(Human keypoint data)
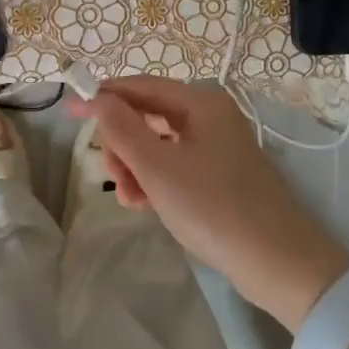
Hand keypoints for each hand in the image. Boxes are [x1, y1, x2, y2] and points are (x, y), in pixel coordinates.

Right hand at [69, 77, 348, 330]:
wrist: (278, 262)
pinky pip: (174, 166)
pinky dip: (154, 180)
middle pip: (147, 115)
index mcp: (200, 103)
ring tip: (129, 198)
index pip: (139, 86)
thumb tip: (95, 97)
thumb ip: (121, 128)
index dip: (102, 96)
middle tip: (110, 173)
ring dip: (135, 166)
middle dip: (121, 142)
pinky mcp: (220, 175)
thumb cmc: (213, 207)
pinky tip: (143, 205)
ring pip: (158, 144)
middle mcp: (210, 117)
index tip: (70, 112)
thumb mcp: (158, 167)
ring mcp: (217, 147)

--

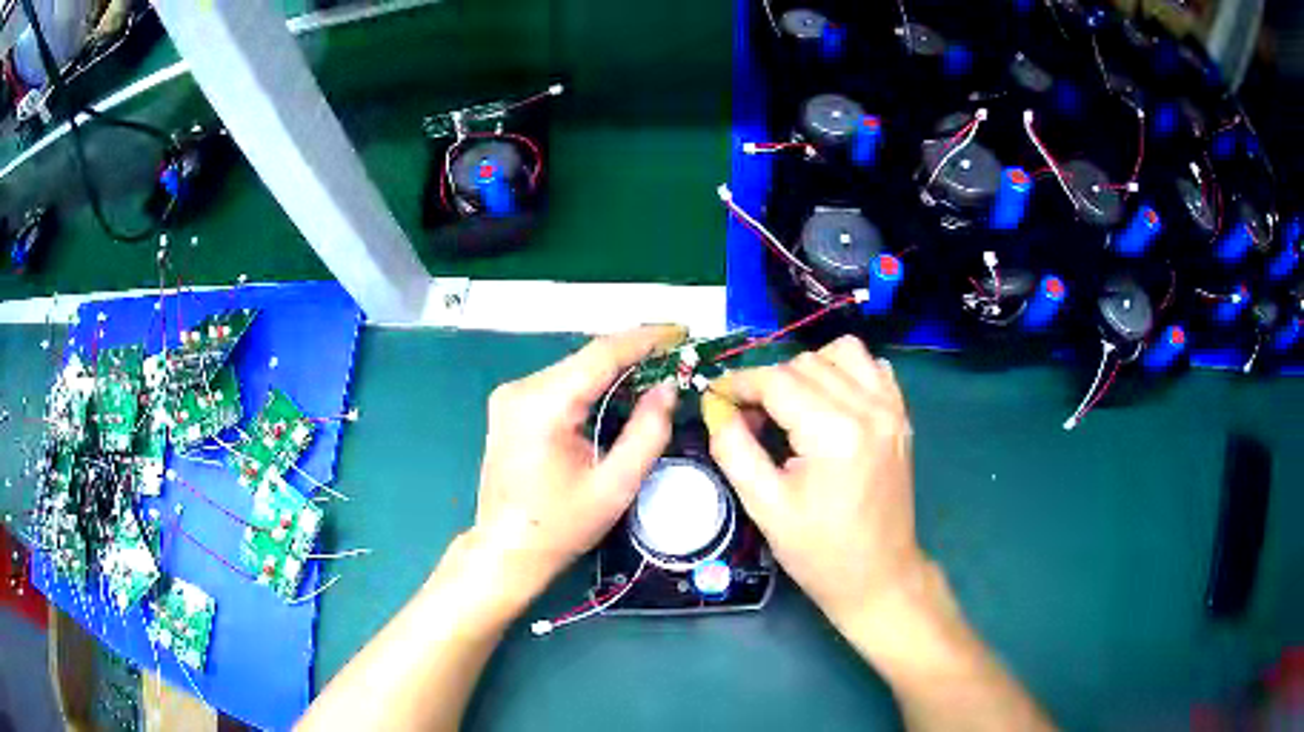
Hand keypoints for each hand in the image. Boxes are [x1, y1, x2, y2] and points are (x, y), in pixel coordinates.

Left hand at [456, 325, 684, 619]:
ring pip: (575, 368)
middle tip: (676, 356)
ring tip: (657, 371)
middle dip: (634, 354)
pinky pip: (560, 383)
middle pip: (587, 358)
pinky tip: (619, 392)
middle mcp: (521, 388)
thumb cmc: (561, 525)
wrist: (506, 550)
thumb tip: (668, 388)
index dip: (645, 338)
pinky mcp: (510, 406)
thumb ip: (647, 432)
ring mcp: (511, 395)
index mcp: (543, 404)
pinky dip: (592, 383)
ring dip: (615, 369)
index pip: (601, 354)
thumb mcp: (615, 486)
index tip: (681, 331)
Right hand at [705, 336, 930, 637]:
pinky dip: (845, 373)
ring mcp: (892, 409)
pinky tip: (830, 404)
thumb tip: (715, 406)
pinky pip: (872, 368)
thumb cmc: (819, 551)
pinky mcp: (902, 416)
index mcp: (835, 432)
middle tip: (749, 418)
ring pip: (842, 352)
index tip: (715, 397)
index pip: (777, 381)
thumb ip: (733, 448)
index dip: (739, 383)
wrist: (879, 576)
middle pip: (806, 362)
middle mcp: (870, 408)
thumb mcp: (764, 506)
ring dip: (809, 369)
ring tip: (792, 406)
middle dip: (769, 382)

_What is required_
I'd like the lines above from the one with "index dip: (739, 383)" up to and including the one with "middle dip: (769, 382)" copied exactly, with no other lines.

_Solution to the problem_
index dip: (739, 383)
wrist: (879, 576)
middle pip: (806, 362)
middle mcp: (870, 408)
thumb mcp: (764, 506)
ring dip: (809, 369)
ring tip: (792, 406)
middle dip: (769, 382)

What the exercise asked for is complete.